_Task prompt_: Print every line below exactly as written, but leave the pictures behind.

**********

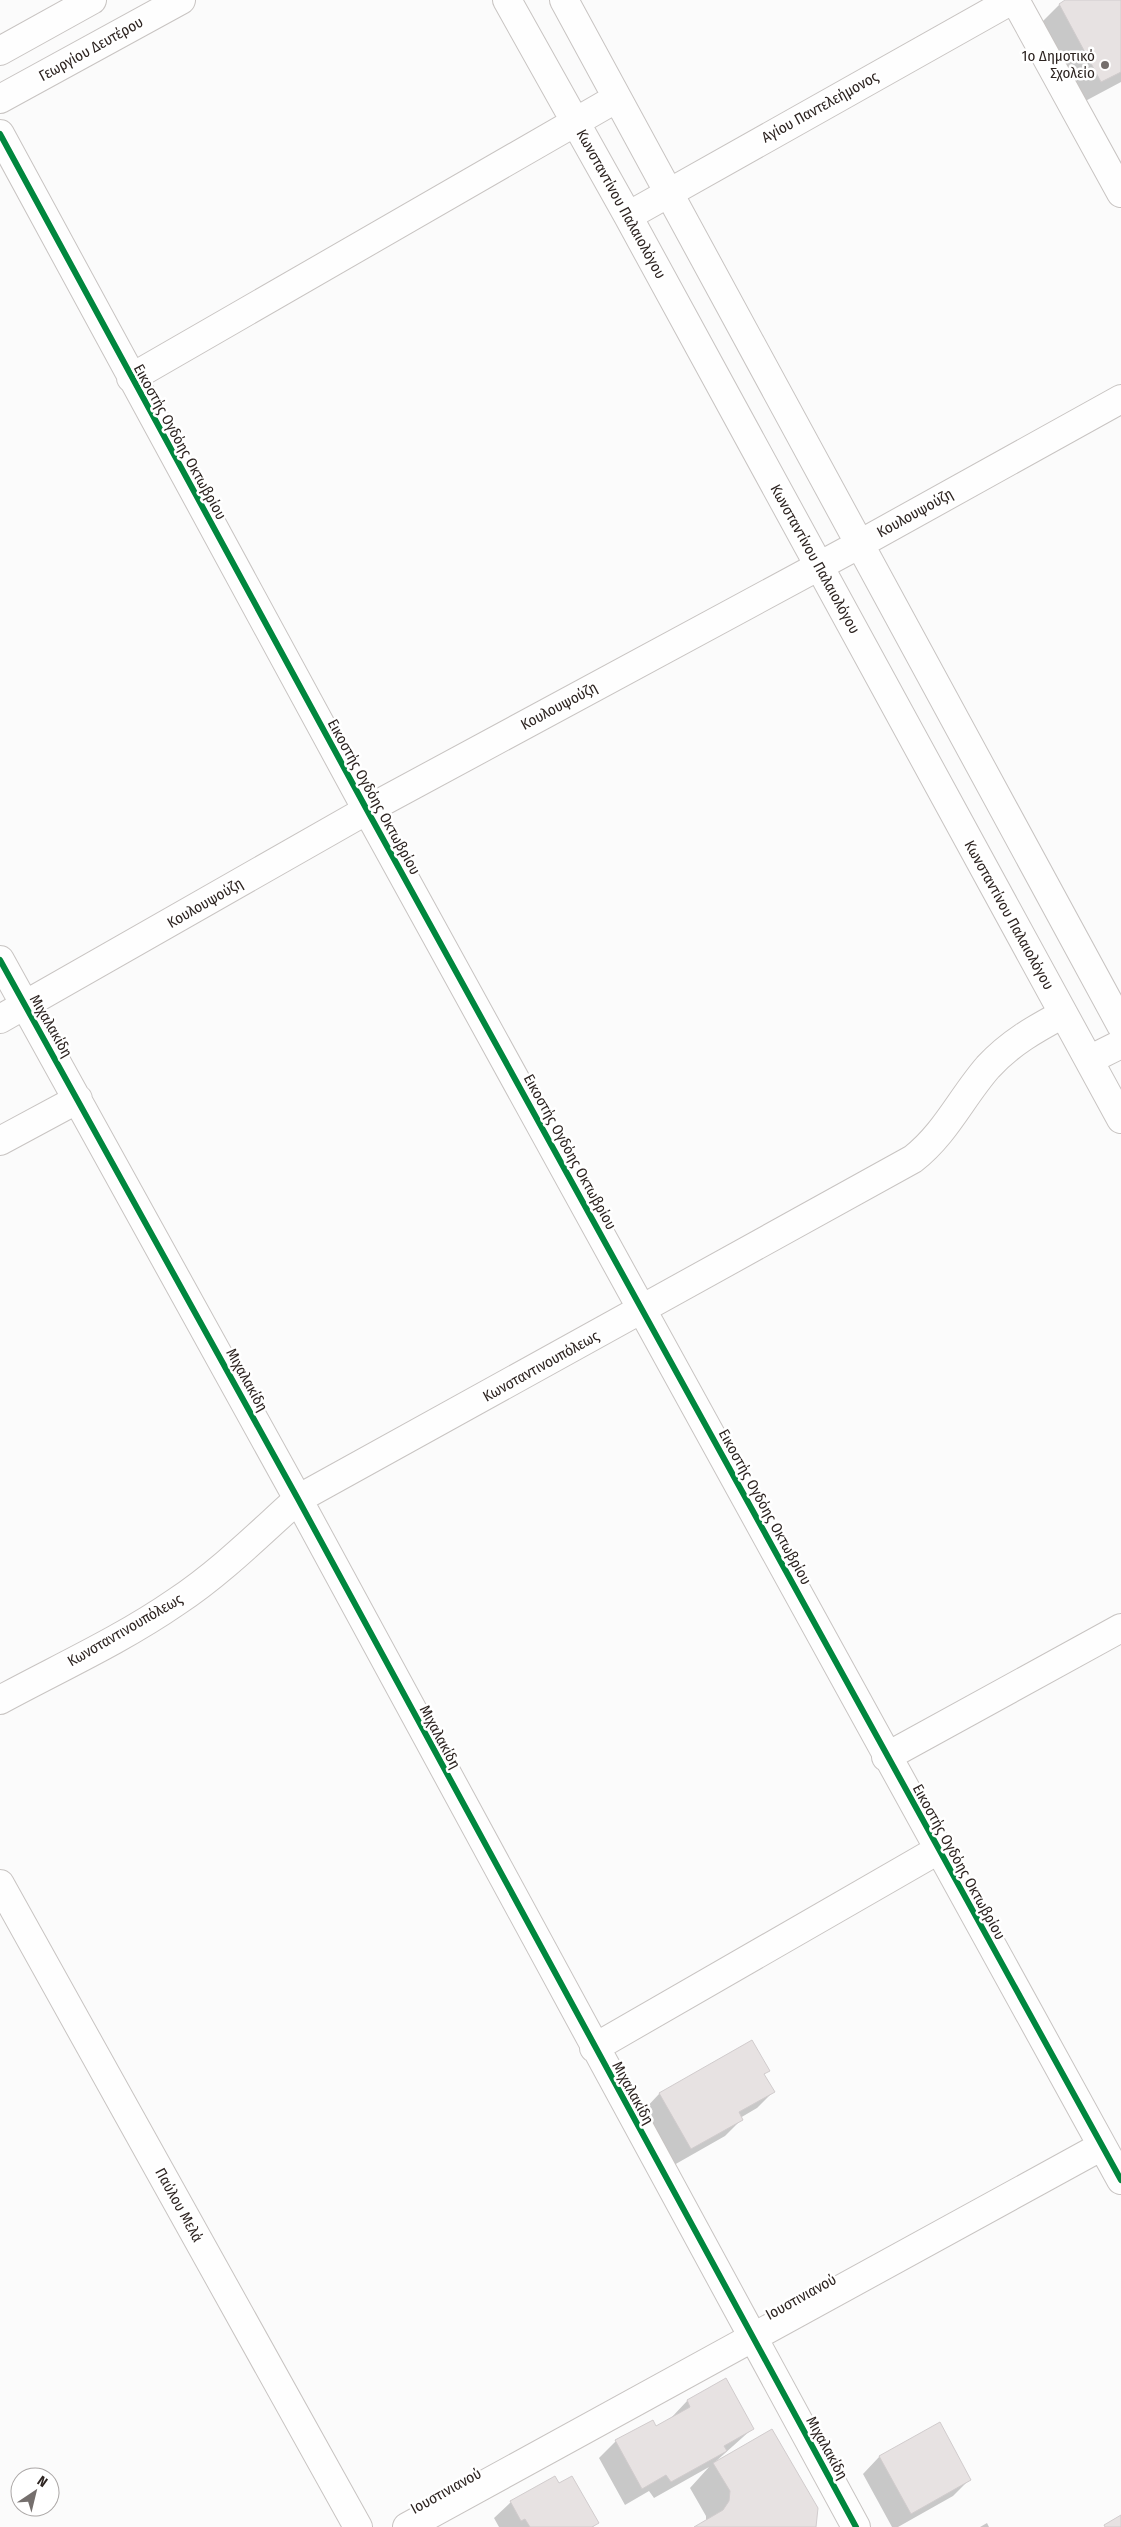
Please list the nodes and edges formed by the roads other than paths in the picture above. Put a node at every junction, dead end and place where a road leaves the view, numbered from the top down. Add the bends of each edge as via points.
1 (92, 0) edge
2 (181, 0) edge
3 (507, 0) edge
4 (564, 0) edge
5 (1013, 0) edge
6 (0, 51) edge
7 (617, 98) junction
8 (0, 99) edge
9 (575, 122) junction
10 (0, 134) edge
11 (668, 192) junction
12 (1121, 193) edge
13 (628, 216) junction
14 (131, 378) junction
15 (1121, 399) edge
16 (858, 545) junction
17 (819, 566) junction
18 (367, 810) junction
19 (0, 960) edge
20 (25, 1005) junction
21 (1063, 1014) junction
22 (0, 1019) edge
23 (1121, 1025) edge
24 (1121, 1044) edge
25 (1089, 1060) junction
26 (78, 1099) junction
27 (1121, 1119) edge
28 (0, 1141) edge
29 (643, 1310) junction
30 (298, 1499) junction
31 (1121, 1628) edge
32 (0, 1700) edge
33 (886, 1757) junction
34 (938, 1850) junction
35 (0, 1884) edge
36 (594, 2048) junction
37 (1102, 2146) junction
38 (1121, 2180) edge
39 (752, 2338) junction
40 (358, 2527) edge
41 (407, 2527) edge
42 (856, 2527) edge

1 - 6 street
2 - 8 street, Γεωργίου Δευτέρου
3 - 9 street, Κωνσταντίνου Παλαιολόγου
4 - 7 street
5 - 11 street, Αγίου Παντελεήμονος
5 - 12 street
7 - 9 street
7 - 11 street
9 - 13 street, Κωνσταντίνου Παλαιολόγου
9 - 14 street
10 - 14 street, Εικοστής Ογδόης Οκτωβρίου
11 - 13 street, Αγίου Παντελεήμονος
11 - 16 street
13 - 17 street, Κωνσταντίνου Παλαιολόγου
14 - 18 street, Εικοστής Ογδόης Οκτωβρίου
15 - 16 street, Κουλουψούζη
16 - 17 street, Κουλουψούζη
16 - 23 street
17 - 18 street, Κουλουψούζη
17 - 21 street, Κωνσταντίνου Παλαιολόγου
18 - 20 street, Κουλουψούζη
18 - 29 street, Εικοστής Ογδόης Οκτωβρίου
19 - 20 street, Μιχαλακίδη
20 - 22 street, Κουλουψούζη
20 - 26 street, Μιχαλακίδη
21 - 25 street, Κωνσταντίνου Παλαιολόγου
21 - 29 street, Κωνσταντινουπόλεως via 1029,1031 999,1056 942,1132 913,1159
24 - 25 street
25 - 27 street, Κωνσταντίνου Παλαιολόγου
26 - 28 street
26 - 30 street, Μιχαλακίδη
29 - 30 street, Κωνσταντινουπόλεως
29 - 33 street, Εικοστής Ογδόης Οκτωβρίου
30 - 32 street, Κωνσταντινουπόλεως via 219,1570 178,1601
30 - 36 street, Μιχαλακίδη
31 - 33 street
33 - 34 street, Εικοστής Ογδόης Οκτωβρίου
34 - 36 street
34 - 37 street, Εικοστής Ογδόης Οκτωβρίου
35 - 40 street, Παύλου Μελά
36 - 39 street, Μιχαλακίδη
37 - 38 street, Εικοστής Ογδόης Οκτωβρίου
37 - 39 street, Ιουστινιανού
39 - 41 street, Ιουστινιανού
39 - 42 street, Μιχαλακίδη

**********

_Exercise response_:
Please list the nodes and edges formed by the roads other than paths in the picture above. Put a node at every junction, dead end and place where a road leaves the view, numbered from the top down. Add the bends of each edge as via points.
1 (92, 0) edge
2 (181, 0) edge
3 (507, 0) edge
4 (564, 0) edge
5 (1013, 0) edge
6 (0, 51) edge
7 (617, 98) junction
8 (0, 99) edge
9 (575, 122) junction
10 (0, 134) edge
11 (668, 192) junction
12 (1121, 193) edge
13 (628, 216) junction
14 (131, 378) junction
15 (1121, 399) edge
16 (858, 545) junction
17 (819, 566) junction
18 (367, 810) junction
19 (0, 960) edge
20 (25, 1005) junction
21 (1063, 1014) junction
22 (0, 1019) edge
23 (1121, 1025) edge
24 (1121, 1044) edge
25 (1089, 1060) junction
26 (78, 1099) junction
27 (1121, 1119) edge
28 (0, 1141) edge
29 (643, 1310) junction
30 (298, 1499) junction
31 (1121, 1628) edge
32 (0, 1700) edge
33 (886, 1757) junction
34 (938, 1850) junction
35 (0, 1884) edge
36 (594, 2048) junction
37 (1102, 2146) junction
38 (1121, 2180) edge
39 (752, 2338) junction
40 (358, 2527) edge
41 (407, 2527) edge
42 (856, 2527) edge

1 - 6 street
2 - 8 street, Γεωργίου Δευτέρου
3 - 9 street, Κωνσταντίνου Παλαιολόγου
4 - 7 street
5 - 11 street, Αγίου Παντελεήμονος
5 - 12 street
7 - 9 street
7 - 11 street
9 - 13 street, Κωνσταντίνου Παλαιολόγου
9 - 14 street
10 - 14 street, Εικοστής Ογδόης Οκτωβρίου
11 - 13 street, Αγίου Παντελεήμονος
11 - 16 street
13 - 17 street, Κωνσταντίνου Παλαιολόγου
14 - 18 street, Εικοστής Ογδόης Οκτωβρίου
15 - 16 street, Κουλουψούζη
16 - 17 street, Κουλουψούζη
16 - 23 street
17 - 18 street, Κουλουψούζη
17 - 21 street, Κωνσταντίνου Παλαιολόγου
18 - 20 street, Κουλουψούζη
18 - 29 street, Εικοστής Ογδόης Οκτωβρίου
19 - 20 street, Μιχαλακίδη
20 - 22 street, Κουλουψούζη
20 - 26 street, Μιχαλακίδη
21 - 25 street, Κωνσταντίνου Παλαιολόγου
21 - 29 street, Κωνσταντινουπόλεως via 1029,1031 999,1056 942,1132 913,1159
24 - 25 street
25 - 27 street, Κωνσταντίνου Παλαιολόγου
26 - 28 street
26 - 30 street, Μιχαλακίδη
29 - 30 street, Κωνσταντινουπόλεως
29 - 33 street, Εικοστής Ογδόης Οκτωβρίου
30 - 32 street, Κωνσταντινουπόλεως via 219,1570 178,1601
30 - 36 street, Μιχαλακίδη
31 - 33 street
33 - 34 street, Εικοστής Ογδόης Οκτωβρίου
34 - 36 street
34 - 37 street, Εικοστής Ογδόης Οκτωβρίου
35 - 40 street, Παύλου Μελά
36 - 39 street, Μιχαλακίδη
37 - 38 street, Εικοστής Ογδόης Οκτωβρίου
37 - 39 street, Ιουστινιανού
39 - 41 street, Ιουστινιανού
39 - 42 street, Μιχαλακίδη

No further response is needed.